#### DATA PROVIDED
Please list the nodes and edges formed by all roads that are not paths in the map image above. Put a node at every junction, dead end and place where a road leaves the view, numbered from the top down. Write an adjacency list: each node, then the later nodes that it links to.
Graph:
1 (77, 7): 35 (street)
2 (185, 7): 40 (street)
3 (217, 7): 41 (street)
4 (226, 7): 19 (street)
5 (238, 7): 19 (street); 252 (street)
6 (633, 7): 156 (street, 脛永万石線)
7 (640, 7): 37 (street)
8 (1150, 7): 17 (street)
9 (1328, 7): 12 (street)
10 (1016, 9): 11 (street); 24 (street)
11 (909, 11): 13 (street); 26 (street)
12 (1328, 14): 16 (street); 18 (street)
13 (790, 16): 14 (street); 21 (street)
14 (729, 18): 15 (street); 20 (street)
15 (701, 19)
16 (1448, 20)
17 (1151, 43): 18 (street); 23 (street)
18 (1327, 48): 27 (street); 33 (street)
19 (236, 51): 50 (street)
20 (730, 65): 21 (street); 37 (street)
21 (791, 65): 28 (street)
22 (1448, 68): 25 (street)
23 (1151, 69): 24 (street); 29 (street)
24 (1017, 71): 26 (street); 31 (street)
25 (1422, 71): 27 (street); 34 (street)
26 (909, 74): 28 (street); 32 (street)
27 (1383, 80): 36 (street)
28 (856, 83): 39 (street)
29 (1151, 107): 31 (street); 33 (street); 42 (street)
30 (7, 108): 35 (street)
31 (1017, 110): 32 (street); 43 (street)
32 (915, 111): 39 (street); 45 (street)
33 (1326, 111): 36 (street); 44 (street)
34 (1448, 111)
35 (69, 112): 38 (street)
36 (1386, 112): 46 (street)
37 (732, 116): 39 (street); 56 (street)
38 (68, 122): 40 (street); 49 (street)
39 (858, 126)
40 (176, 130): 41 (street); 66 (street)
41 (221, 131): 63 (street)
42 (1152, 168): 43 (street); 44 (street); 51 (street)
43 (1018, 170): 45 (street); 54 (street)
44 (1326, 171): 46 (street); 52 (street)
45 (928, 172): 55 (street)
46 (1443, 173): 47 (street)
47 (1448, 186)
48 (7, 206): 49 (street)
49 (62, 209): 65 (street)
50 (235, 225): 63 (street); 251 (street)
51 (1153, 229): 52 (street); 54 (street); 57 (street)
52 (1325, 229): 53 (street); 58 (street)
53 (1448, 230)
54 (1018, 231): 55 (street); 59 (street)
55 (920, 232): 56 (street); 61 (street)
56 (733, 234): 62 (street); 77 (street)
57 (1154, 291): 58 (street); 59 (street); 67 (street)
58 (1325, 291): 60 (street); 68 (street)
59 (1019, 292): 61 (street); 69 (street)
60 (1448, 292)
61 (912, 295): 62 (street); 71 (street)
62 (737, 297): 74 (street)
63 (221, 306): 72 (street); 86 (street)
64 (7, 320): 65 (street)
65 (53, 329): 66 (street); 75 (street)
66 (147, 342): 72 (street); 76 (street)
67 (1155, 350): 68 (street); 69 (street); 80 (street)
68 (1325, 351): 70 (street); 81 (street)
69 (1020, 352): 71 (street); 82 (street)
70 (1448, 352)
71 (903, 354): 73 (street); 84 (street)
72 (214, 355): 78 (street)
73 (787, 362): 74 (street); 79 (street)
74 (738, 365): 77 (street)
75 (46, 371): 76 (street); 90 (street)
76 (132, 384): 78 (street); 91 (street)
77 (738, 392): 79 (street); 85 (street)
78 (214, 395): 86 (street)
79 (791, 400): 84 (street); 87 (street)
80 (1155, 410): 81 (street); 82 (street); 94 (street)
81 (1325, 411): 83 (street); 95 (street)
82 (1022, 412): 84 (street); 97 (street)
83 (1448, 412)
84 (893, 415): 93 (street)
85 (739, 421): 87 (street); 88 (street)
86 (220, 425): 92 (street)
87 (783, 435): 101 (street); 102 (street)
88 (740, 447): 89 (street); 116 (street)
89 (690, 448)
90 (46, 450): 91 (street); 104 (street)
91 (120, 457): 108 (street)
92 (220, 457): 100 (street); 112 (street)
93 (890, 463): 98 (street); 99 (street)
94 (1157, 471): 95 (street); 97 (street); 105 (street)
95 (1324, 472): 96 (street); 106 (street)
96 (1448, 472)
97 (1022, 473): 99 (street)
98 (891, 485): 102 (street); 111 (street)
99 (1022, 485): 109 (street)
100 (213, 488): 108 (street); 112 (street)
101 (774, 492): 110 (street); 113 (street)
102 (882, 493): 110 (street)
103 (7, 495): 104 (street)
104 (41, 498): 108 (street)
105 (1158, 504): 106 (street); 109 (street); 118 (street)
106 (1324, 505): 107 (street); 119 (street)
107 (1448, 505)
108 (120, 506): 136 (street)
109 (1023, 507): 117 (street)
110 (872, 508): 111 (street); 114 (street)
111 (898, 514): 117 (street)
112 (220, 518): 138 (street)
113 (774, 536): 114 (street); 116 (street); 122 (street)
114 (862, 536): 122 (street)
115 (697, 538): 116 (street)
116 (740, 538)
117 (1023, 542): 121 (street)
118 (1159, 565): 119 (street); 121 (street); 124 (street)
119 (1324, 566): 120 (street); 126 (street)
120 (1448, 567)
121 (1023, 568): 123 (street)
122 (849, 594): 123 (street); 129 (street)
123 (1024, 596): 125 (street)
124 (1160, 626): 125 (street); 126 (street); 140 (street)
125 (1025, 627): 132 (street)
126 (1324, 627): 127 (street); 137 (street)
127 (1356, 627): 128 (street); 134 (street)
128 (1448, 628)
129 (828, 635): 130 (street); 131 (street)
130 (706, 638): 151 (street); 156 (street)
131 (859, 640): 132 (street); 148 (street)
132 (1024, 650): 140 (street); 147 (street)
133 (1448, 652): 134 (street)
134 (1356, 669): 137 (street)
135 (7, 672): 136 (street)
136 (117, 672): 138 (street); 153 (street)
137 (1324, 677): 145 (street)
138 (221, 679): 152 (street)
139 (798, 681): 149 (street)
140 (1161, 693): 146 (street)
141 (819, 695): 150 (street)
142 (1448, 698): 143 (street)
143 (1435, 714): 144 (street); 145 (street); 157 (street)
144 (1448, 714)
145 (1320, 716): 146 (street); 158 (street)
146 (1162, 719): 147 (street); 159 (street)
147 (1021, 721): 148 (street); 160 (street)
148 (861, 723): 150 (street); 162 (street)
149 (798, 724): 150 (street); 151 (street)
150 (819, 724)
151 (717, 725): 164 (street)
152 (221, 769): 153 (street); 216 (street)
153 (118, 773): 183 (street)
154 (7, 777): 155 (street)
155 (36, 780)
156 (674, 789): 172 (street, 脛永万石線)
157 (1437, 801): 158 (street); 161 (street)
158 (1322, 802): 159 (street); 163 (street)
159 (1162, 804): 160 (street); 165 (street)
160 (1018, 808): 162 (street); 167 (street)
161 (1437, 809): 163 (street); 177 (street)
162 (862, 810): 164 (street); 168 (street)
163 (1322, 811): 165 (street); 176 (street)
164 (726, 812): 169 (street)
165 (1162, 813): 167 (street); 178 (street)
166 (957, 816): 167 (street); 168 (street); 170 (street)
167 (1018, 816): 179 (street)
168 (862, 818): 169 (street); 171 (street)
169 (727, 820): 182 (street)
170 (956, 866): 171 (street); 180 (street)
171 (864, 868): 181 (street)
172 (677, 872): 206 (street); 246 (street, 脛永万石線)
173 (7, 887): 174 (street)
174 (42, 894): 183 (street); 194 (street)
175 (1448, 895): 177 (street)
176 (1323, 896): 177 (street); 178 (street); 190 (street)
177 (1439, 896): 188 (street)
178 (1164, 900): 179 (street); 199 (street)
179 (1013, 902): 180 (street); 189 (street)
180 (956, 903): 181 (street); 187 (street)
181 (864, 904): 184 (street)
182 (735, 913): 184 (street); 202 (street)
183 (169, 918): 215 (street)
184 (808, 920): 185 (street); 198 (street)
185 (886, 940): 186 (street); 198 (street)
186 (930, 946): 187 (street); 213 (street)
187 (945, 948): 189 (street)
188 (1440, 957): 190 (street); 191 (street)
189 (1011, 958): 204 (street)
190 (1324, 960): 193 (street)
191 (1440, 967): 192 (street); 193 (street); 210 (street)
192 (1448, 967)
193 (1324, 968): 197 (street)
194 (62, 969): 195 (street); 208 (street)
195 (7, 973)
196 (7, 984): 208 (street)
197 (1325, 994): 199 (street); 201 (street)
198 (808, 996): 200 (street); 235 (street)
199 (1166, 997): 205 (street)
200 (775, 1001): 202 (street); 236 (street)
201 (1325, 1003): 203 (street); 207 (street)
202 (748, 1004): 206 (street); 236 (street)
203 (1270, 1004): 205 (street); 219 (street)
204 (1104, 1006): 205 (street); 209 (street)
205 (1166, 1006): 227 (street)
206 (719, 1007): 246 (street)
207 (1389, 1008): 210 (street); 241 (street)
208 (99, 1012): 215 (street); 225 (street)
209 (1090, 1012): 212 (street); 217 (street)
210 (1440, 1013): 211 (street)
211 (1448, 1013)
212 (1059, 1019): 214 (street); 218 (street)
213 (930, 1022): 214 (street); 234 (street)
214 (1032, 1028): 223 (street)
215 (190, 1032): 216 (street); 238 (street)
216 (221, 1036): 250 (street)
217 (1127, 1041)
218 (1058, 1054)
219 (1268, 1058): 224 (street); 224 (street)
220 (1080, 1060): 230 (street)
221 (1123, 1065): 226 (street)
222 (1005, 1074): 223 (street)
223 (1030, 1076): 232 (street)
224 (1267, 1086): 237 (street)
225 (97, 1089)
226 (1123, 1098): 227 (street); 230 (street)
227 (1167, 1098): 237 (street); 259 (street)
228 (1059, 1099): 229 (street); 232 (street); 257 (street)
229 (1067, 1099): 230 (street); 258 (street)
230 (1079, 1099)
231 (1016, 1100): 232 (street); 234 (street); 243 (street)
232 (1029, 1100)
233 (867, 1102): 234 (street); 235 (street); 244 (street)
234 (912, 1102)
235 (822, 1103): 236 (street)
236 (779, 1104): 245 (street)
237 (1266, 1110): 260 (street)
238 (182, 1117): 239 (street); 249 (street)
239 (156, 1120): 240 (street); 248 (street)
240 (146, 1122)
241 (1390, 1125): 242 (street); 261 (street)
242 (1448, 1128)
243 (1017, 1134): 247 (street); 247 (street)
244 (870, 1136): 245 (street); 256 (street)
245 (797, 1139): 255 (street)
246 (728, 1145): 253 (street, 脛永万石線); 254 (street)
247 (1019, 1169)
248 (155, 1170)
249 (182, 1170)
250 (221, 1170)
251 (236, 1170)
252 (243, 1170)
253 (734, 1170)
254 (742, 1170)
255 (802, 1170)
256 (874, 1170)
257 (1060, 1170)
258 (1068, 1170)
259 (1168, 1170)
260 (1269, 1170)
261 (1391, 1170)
########
*WHAT THE EXERCISE ASKS:* When a line in the listing has the string "脛永万石線" in it, return that line.

*COMPLETED EXERCISE:*
6 (633, 7): 156 (street, 脛永万石線)
156 (674, 789): 172 (street, 脛永万石線)
172 (677, 872): 206 (street); 246 (street, 脛永万石線)
246 (728, 1145): 253 (street, 脛永万石線); 254 (street)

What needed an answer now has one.